REPUBLIKA.CO.ID, JAKARTA -- Sosiolog dari Universitas Indonesia (UI) Geger Riyanto menilai warga korban penggusuran di DKI Jakarta akan mengalami kesulitan menyesuaikan diri di lingkungan baru atau rumah susun.
"Persoalannya, perpindahan adalah hal yang tak semudah itu dilakukan. Apalagi ia berpotensi mengganggu kegiatan ekonomi para warga yang dipindahkan," kata dia kepada Republika, Kamis (30/6).
(Baca juga: Penggusuran Ciptakan Teror Bagi Warga)
Sebelumnya, Gubernur DKI Jakarta Basuki Tjahaja Purnama (Ahok) mengkonfirmasi melakukan penggusuran besar-besaran di 325 lokasi di daerahnya. Alasannya, untuk memudahkan program penanganan banjir. Ahok menyebut, waktu penggusuran bakal disesuikan dengan kyersediaan rusun. Ia optimistis pembangunan rusun mampu menampung relokasi warga korban penggusuran.
Geger menjabarkan, berdasarkan penyelikan salah satu surat kabar nasional beberapa waktu lalu mengungkapkan, harga kontrak semi permanen di pinggir kali, berkisar Rp100 ribu hingga Rp 400 ribu. Sementara harga sewa rusunawa, berdasarkan imformasi yang ia dapat, tidak jauh berbeda dengan rumah semi permanen itu.
Selain itu, Geger mengungkapkan, ada beberapa warga yang membeli rumah pinggiran sungai dengan kisaran Rp 10 juta hingga Rp 15 juta. Pembelian tersebut, ia mengatakan, dilakukan dengan cara yang mungkin sulit dibayangkan. Seperti, dengan slip tanda bayar, tanpa sertifikat atau kepemilikan.
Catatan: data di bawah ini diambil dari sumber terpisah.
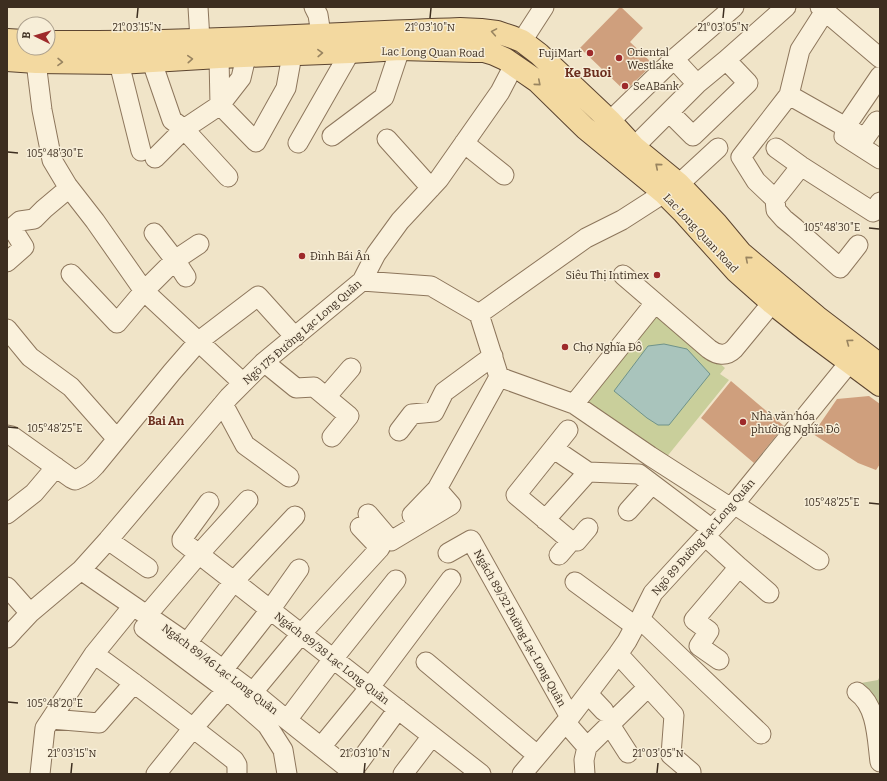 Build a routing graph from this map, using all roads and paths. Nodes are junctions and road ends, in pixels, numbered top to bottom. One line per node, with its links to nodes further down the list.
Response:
1 (198, 7): 8 (street)
2 (314, 7): 7 (street)
3 (544, 7): 9 (street)
4 (734, 7): 17 (street)
5 (786, 7): 19 (street)
6 (822, 9): 16 (street); 26 (street)
7 (321, 34): 9 (main road, Lac Long Quan Road, one-way to 7); 11 (main road, Lac Long Quan Road)
8 (200, 40): 10 (main road, Lac Long Quan Road); 11 (main road, Lac Long Quan Road)
9 (522, 41): 29 (main road, Lac Long Quan Road)
10 (56, 42)
11 (287, 48): 13 (main road, Lac Long Quan Road, one-way to 13); 15 (main road, Lac Long Quan Road); 27 (street)
12 (400, 49): 13 (main road, Lac Long Quan Road); 23 (main road, Lac Long Quan Road); 33 (street)
13 (350, 52): 35 (street)
14 (219, 57): 15 (main road, Lac Long Quan Road); 21 (main road, Lac Long Quan Road, one-way to 14); 27 (street)
15 (246, 57): 27 (street)
16 (880, 58)
17 (674, 59): 25 (street); 29 (street)
18 (7, 60): 20 (main road, Lac Long Quan Road)
19 (726, 60): 25 (street); 28 (street)
20 (36, 62): 22 (main road, Lac Long Quan Road, one-way to 22); 44 (street)
21 (152, 62): 22 (main road, Lac Long Quan Road); 32 (street)
22 (119, 63): 32 (street)
23 (514, 65): 36 (street, Ngõ 175 Đường Lạc Long Quân); 46 (main road, Lac Long Quan Road, one-way to 46)
24 (880, 76): 31 (street)
25 (697, 84): 28 (street)
26 (789, 95): 31 (street); 47 (street)
27 (220, 105): 32 (street)
28 (669, 112): 37 (street)
29 (610, 121): 37 (main road, Lac Long Quan Road)
30 (877, 121): 31 (street)
31 (846, 126): 40 (street)
32 (184, 130): 43 (street)
33 (332, 136)
34 (387, 139): 45 (street)
35 (298, 142)
36 (464, 143): 42 (street); 45 (street, Ngõ 175 Đường Lạc Long Quân)
37 (634, 147): 46 (main road, Lac Long Quan Road, one-way to 37)
38 (718, 148): 46 (street)
39 (776, 148): 41 (street)
40 (880, 159)
41 (801, 166): 47 (street); 48 (street)
42 (504, 175)
43 (228, 177)
44 (69, 188): 54 (street); 59 (street)
45 (431, 188): 58 (street, Ngõ 175 Đường Lạc Long Quân)
46 (672, 189): 49 (main road, Lac Long Quan Road); 62 (street)
47 (775, 199): 52 (street)
48 (880, 202)
49 (689, 207): 61 (main road, Lac Long Quan Road); 63 (main road, Lac Long Quan Road, one-way to 49)
50 (154, 233): 53 (street)
51 (199, 244): 53 (street)
52 (858, 245)
53 (175, 260): 57 (street); 59 (street)
54 (7, 262)
55 (71, 274): 59 (street)
56 (623, 275): 60 (street)
57 (186, 277)
58 (362, 281): 62 (street); 65 (street, Ngõ 175 Đường Lạc Long Quân)
59 (144, 291): 66 (street)
60 (655, 303): 61 (street); 77 (street)
61 (772, 303): 63 (main road, Lac Long Quan Road)
62 (479, 314): 67 (street)
63 (811, 324): 69 (main road, Lac Long Quan Road); 70 (main road, Lac Long Quan Road, one-way to 63)
64 (7, 329): 82 (street)
65 (295, 337): 66 (street); 68 (street, Ngõ 175 Đường Lạc Long Quân)
66 (199, 341): 73 (street); 82 (street)
67 (493, 356): 72 (street); 79 (street)
68 (264, 362): 73 (street, Ngõ 175 Đường Lạc Long Quân); 75 (street)
69 (849, 363): 74 (main road, Lac Long Quan Road); 91 (street, Ngõ 89 Đường Lạc Long Quân)
70 (880, 365)
71 (351, 368): 75 (street)
72 (499, 377): 77 (street); 88 (street)
73 (243, 383): 76 (street, Ngõ 175 Đường Lạc Long Quân)
74 (880, 385)
75 (326, 397): 81 (street)
76 (222, 404): 86 (street); 99 (street, Ngõ 175 Đường Lạc Long Quân)
77 (574, 404): 91 (street)
78 (568, 430): 83 (street)
79 (399, 431)
80 (7, 436): 84 (street)
81 (332, 437)
82 (116, 439): 84 (street)
83 (554, 449): 85 (street); 96 (street)
84 (56, 467): 93 (street)
85 (588, 472): 87 (street); 96 (street)
86 (289, 477)
87 (652, 484): 92 (street); 98 (street)
88 (437, 489): 94 (street); 118 (street)
89 (248, 500): 101 (street)
90 (209, 502): 101 (street, Ngách 89/38 Lạc Long Quân)
91 (732, 506): 98 (street, Ngõ 89 Đường Lạc Long Quân); 102 (street)
92 (628, 511)
93 (7, 514)
94 (412, 515)
95 (295, 516): 109 (street)
96 (545, 520): 97 (street)
97 (588, 528)
98 (708, 532): 103 (street); 117 (street, Ngõ 89 Đường Lạc Long Quân)
99 (108, 540): 104 (street); 106 (street, Ngõ 175 Đường Lạc Long Quân)
100 (448, 553): 137 (street, Ngách 89/32 Đường Lạc Long Quân)
101 (199, 554): 109 (street, Ngách 89/38 Lạc Long Quân); 115 (street)
102 (819, 560)
103 (739, 567): 113 (street); 124 (street)
104 (148, 568)
105 (299, 569): 114 (street)
106 (82, 570): 115 (street, Ngách 89/46 Lạc Long Quân); 116 (street, Ngõ 175 Đường Lạc Long Quân)
107 (451, 579): 129 (street)
108 (396, 580): 123 (street)
109 (234, 581): 114 (street, Ngách 89/38 Lạc Long Quân); 120 (street)
110 (575, 582): 117 (street)
111 (7, 587): 116 (street)
112 (94, 592): 115 (street)
113 (769, 592)
114 (270, 610): 118 (street, Ngách 89/38 Lạc Long Quân); 126 (street)
115 (135, 612): 120 (street, Ngách 89/46 Lạc Long Quân); 121 (street); 126 (street)
116 (30, 613): 119 (street, Ngõ 175 Đường Lạc Long Quân)
117 (637, 623): 122 (street, Ngõ 89 Đường Lạc Long Quân); 139 (street)
118 (301, 634): 123 (street, Ngách 89/38 Lạc Long Quân); 130 (street)
119 (7, 638)
120 (187, 642): 126 (street, Ngách 89/46 Lạc Long Quân)
121 (94, 654): 127 (street); 135 (street)
122 (618, 654): 128 (street); 132 (street, Ngõ 89 Đường Lạc Long Quân)
123 (333, 659): 129 (street, Ngách 89/38 Lạc Long Quân); 136 (street)
124 (719, 660)
125 (426, 662): 144 (street)
126 (228, 680): 130 (street, Ngách 89/46 Lạc Long Quân); 138 (street); 152 (street)
127 (134, 683): 135 (street); 138 (street)
128 (648, 687): 134 (street); 157 (street)
129 (370, 688): 133 (street, Ngách 89/38 Lạc Long Quân); 141 (street)
130 (253, 692): 136 (street, Ngách 89/46 Lạc Long Quân)
131 (857, 692): 145 (street)
132 (588, 694): 134 (street); 137 (street, Ngõ 89 Đường Lạc Long Quân)
133 (398, 709): 140 (street, Ngách 89/38 Lạc Long Quân); 148 (street)
134 (607, 718): 142 (street); 143 (street)
135 (51, 719): 149 (street)
136 (287, 720): 141 (street, Ngách 89/46 Lạc Long Quân)
137 (568, 720): 142 (street); 144 (street, Ngõ 89 Đường Lạc Long Quân)
138 (193, 728): 150 (street); 151 (street)
139 (761, 734)
140 (432, 736): 146 (street, Ngách 89/38 Lạc Long Quân); 153 (street)
141 (321, 747): 148 (street, Ngách 89/46 Lạc Long Quân)
142 (587, 747): 156 (street)
143 (628, 753)
144 (537, 755): 155 (street, Ngõ 89 Đường Lạc Long Quân)
145 (880, 762)
146 (460, 768): 154 (street, Ngách 89/38 Lạc Long Quân)
147 (880, 769): 158 (street)
148 (354, 773)
149 (40, 774)
150 (156, 774)
151 (237, 774)
152 (287, 774)
153 (403, 774)
154 (481, 774)
155 (522, 774)
156 (585, 774)
157 (691, 774)
158 (878, 774)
Menurutnya, bagi warga yang selama ini menghuni bantaran sungai dan terbiasa dengan harga sewa atau beli tersebut, penyewaan rusun seharusnya masih dapat terjangkau. Namun, ia mengingatkan, pemindahan korban relokasi berpotensi mengganggu kegiatan ekonomi para warga itu.